Start of Material for this exercise

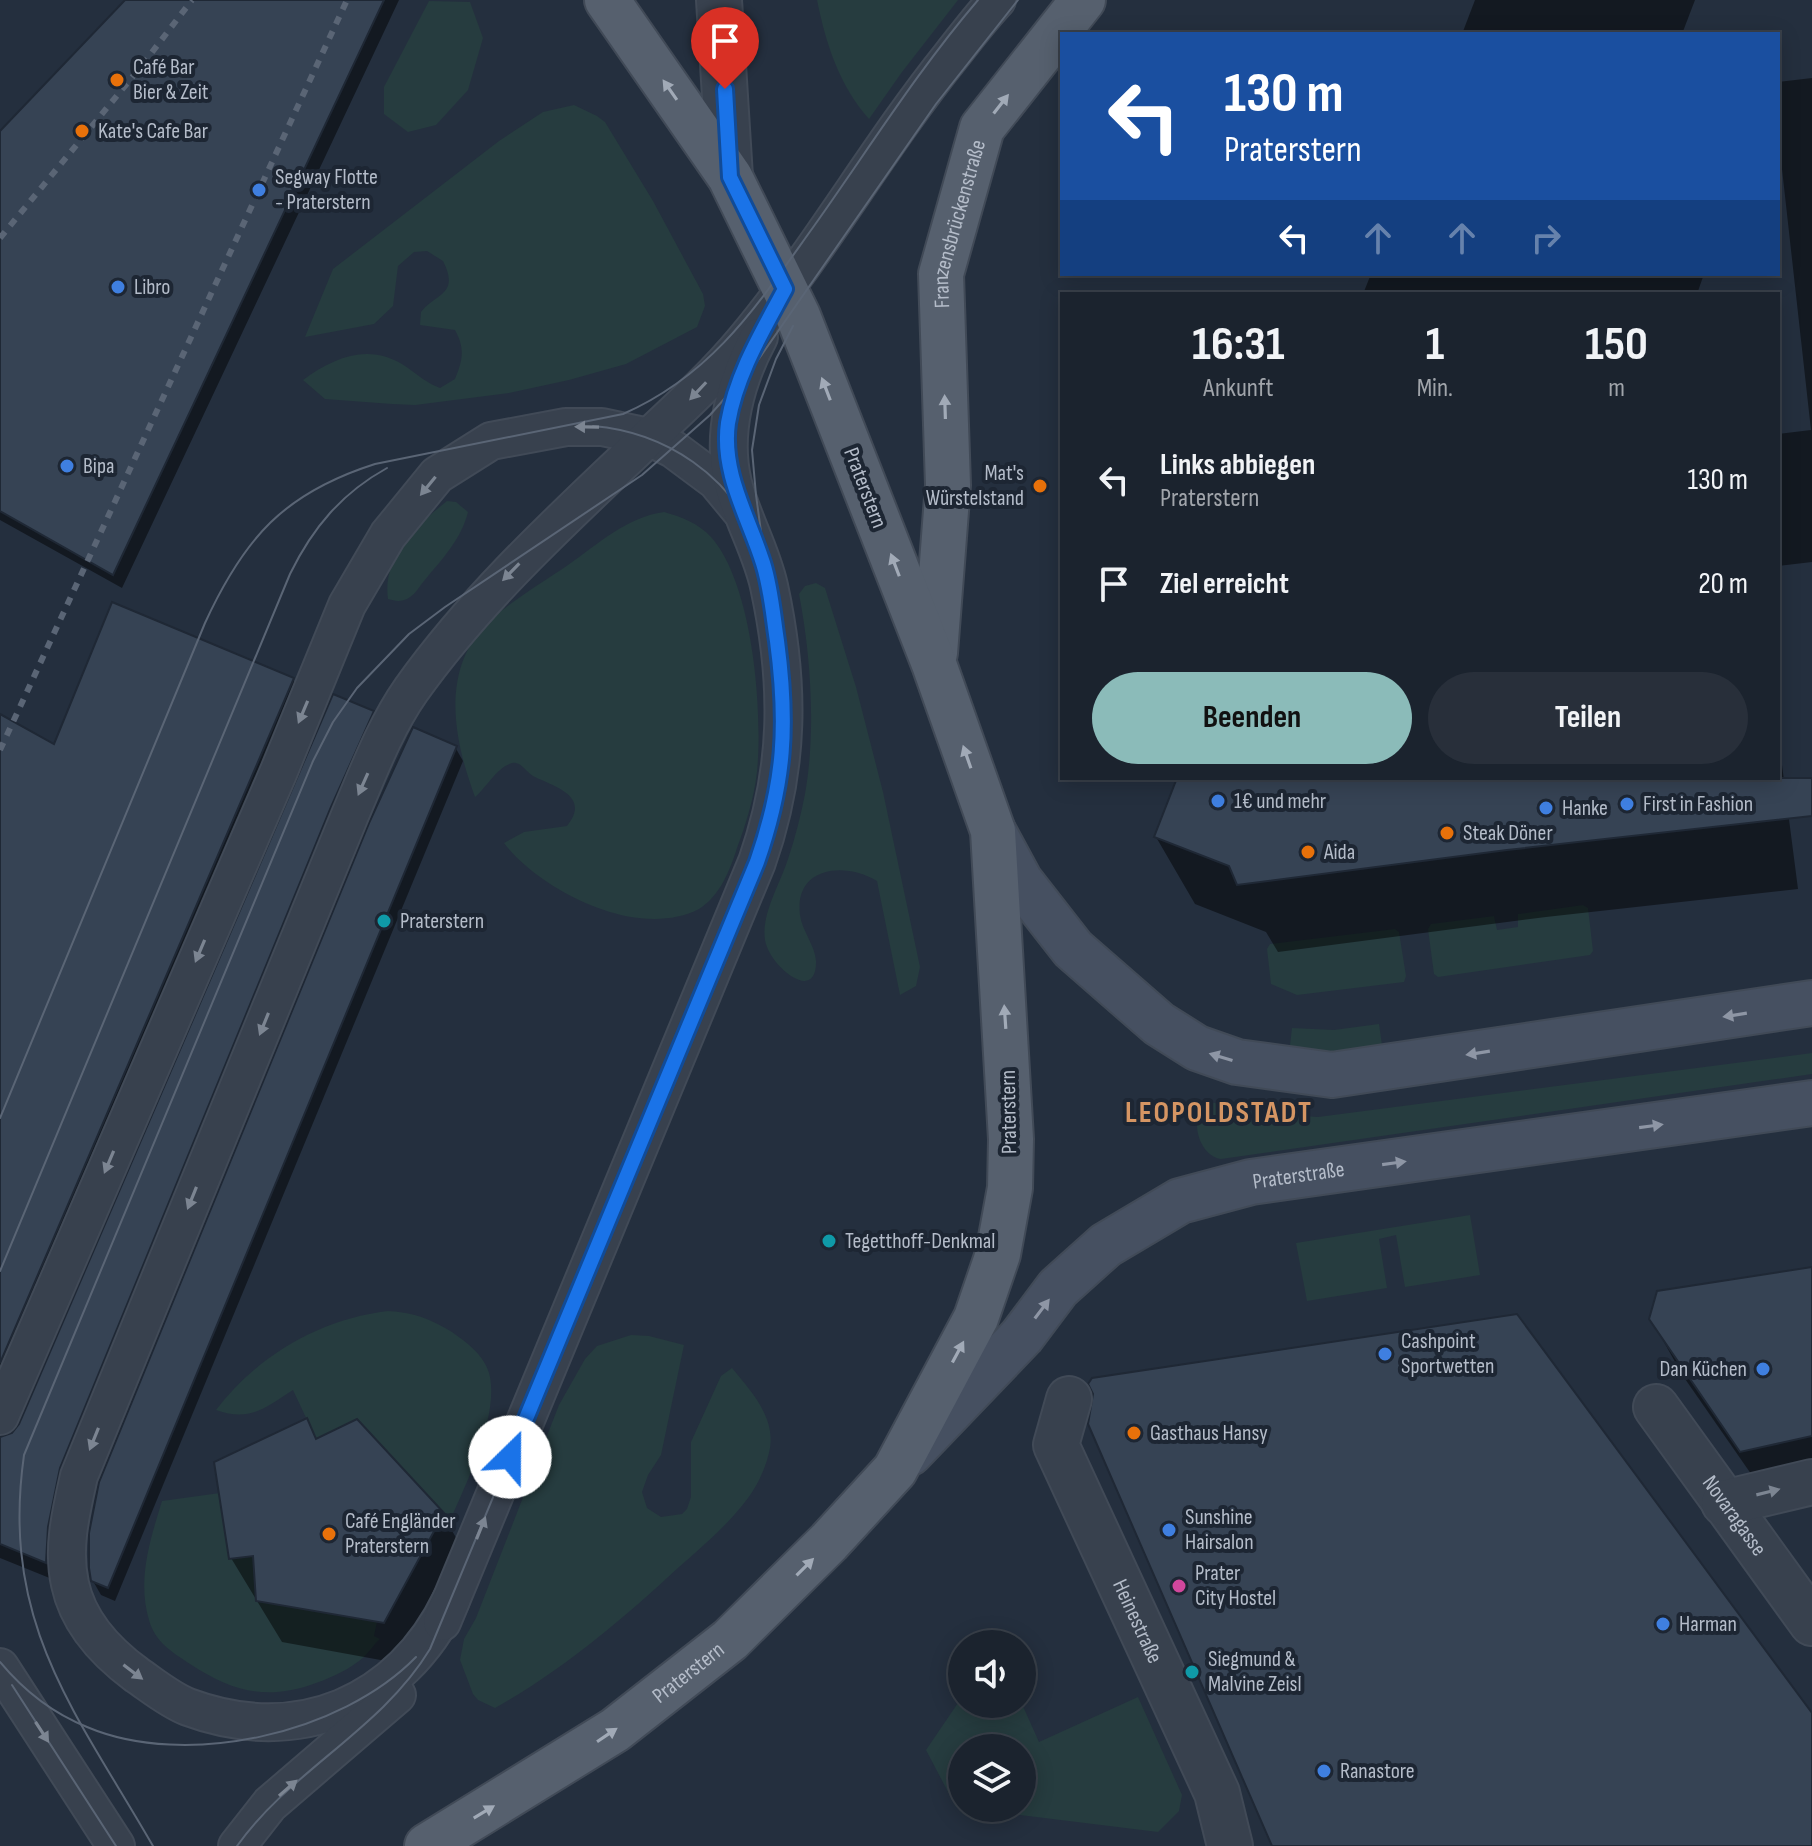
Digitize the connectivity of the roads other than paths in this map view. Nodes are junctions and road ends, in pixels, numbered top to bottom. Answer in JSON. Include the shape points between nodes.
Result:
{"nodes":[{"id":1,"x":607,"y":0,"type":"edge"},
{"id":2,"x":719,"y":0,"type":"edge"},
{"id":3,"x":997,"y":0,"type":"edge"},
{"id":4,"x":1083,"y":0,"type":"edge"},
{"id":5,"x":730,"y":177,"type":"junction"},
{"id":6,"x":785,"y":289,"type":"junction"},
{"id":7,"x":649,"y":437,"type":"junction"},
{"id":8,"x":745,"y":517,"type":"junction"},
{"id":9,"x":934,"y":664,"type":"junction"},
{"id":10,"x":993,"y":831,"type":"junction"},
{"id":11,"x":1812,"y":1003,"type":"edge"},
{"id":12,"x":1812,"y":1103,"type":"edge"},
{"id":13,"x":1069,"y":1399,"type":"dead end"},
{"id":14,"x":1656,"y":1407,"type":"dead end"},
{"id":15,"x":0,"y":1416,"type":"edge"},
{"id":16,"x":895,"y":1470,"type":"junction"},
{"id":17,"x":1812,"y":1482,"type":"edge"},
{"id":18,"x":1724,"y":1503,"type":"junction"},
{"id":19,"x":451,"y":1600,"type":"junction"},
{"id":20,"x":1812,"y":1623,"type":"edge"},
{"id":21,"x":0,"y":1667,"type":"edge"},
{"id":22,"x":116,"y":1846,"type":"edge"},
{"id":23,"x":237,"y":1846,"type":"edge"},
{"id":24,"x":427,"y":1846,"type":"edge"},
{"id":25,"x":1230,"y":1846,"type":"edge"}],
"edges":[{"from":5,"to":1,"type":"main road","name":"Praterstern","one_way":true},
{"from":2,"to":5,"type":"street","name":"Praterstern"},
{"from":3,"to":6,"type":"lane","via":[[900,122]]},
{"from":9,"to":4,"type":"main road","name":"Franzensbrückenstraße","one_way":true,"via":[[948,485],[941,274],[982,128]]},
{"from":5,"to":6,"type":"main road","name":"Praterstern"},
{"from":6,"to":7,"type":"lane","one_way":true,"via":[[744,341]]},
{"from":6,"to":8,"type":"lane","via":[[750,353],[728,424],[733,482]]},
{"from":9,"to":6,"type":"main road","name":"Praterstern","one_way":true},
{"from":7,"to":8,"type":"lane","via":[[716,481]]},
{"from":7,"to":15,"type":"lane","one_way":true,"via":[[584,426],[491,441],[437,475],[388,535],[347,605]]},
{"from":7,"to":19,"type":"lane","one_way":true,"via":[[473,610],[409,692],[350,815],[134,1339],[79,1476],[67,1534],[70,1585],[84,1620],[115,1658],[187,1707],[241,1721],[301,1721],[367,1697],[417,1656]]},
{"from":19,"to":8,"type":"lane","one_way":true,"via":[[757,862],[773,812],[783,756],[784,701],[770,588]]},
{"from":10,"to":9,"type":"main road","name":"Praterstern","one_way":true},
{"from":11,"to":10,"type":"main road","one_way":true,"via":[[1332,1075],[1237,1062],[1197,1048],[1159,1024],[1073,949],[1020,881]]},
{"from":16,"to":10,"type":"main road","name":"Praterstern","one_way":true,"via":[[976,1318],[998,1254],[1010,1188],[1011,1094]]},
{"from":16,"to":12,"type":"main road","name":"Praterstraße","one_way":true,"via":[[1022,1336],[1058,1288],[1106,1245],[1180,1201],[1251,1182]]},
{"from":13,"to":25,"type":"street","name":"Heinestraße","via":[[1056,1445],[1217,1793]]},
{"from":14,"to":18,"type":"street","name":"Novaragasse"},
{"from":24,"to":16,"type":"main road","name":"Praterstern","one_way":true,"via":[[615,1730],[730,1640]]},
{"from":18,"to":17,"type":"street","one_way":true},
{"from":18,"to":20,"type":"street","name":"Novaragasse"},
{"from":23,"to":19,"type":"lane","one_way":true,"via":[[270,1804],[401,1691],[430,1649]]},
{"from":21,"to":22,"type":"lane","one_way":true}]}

End of Material for this exercise
Start of Material for this exercise

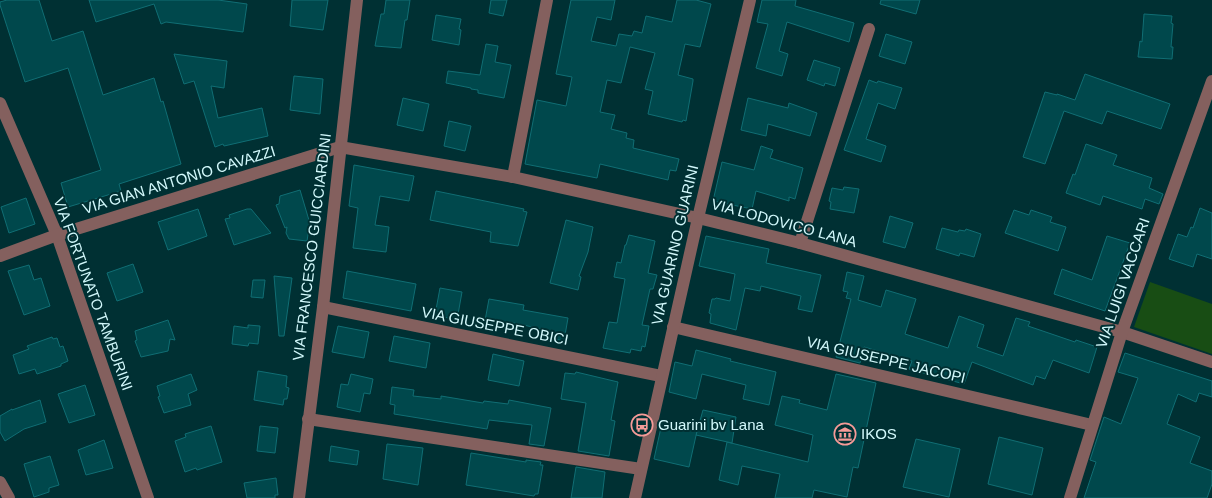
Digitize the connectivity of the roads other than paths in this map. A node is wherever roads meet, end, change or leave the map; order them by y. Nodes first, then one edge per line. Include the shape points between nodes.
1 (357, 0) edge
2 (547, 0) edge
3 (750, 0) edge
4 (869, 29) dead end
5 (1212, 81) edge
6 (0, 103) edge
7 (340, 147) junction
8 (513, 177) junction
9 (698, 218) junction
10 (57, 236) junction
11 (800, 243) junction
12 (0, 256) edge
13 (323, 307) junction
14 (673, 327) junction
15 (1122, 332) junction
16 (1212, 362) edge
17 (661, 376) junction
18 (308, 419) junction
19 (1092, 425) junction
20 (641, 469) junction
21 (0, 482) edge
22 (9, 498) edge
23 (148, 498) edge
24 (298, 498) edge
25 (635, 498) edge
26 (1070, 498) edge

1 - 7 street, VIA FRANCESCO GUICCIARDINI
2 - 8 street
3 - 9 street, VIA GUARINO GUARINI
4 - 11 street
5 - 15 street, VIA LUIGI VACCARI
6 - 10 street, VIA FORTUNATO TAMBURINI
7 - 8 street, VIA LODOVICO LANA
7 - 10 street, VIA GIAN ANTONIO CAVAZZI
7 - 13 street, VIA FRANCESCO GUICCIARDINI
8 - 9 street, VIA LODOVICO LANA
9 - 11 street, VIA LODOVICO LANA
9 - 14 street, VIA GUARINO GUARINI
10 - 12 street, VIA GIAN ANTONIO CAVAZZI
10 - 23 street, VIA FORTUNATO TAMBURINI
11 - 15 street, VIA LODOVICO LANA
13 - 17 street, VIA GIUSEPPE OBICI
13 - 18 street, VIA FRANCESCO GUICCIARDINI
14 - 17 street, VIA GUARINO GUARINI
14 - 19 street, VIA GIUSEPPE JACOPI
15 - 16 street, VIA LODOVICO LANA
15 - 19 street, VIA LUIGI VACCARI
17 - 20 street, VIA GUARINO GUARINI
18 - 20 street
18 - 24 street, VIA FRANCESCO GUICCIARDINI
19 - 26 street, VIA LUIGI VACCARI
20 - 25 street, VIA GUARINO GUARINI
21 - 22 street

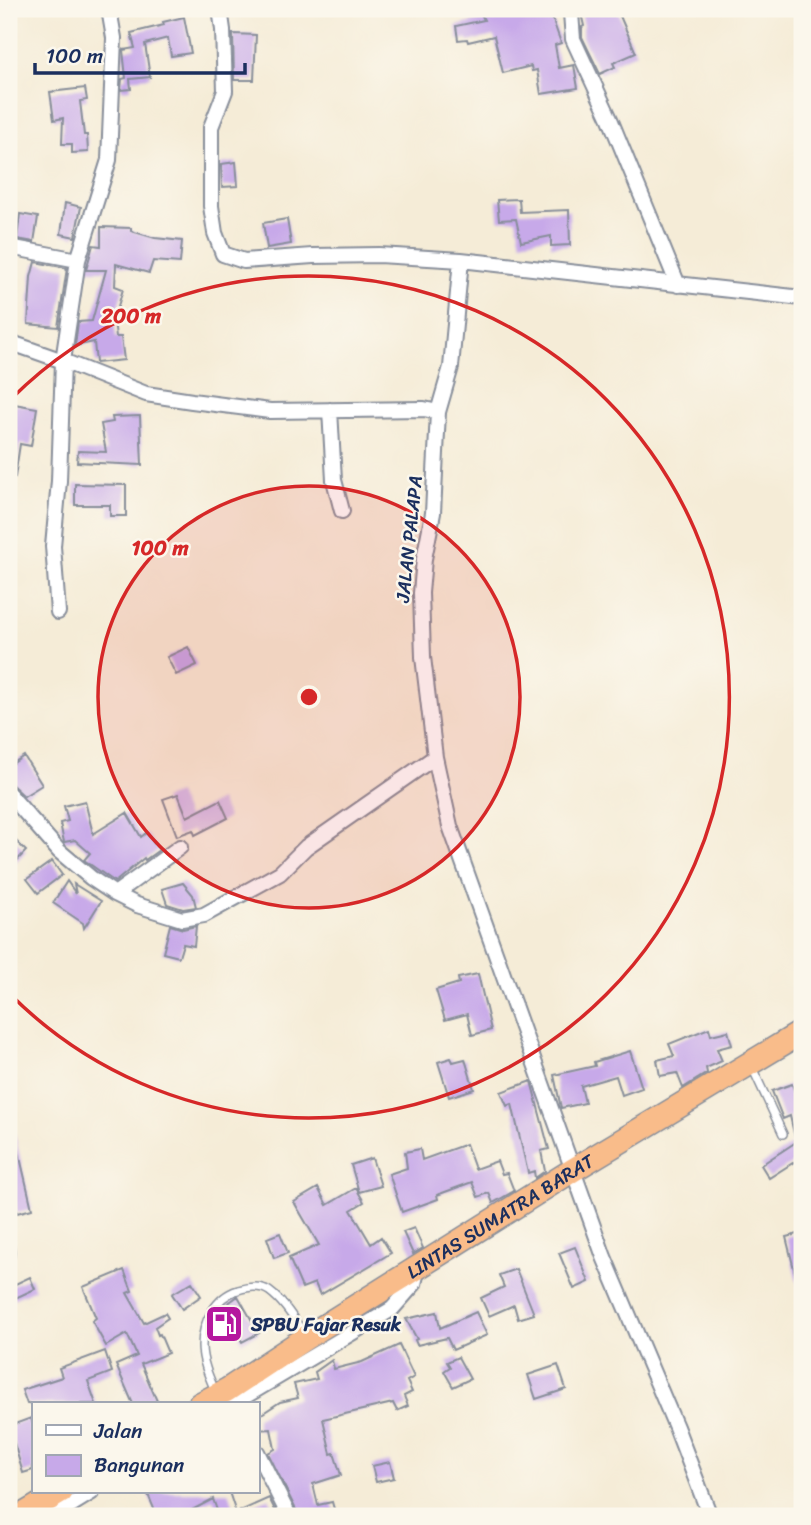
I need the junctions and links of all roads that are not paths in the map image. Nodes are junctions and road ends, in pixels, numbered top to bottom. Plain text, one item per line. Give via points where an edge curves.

End of Material for this exercise

◆ **Your assignment**:
Within the listing, count the lines that contain the word "ends", and give the count by itself.

◆ **Answer section**:
2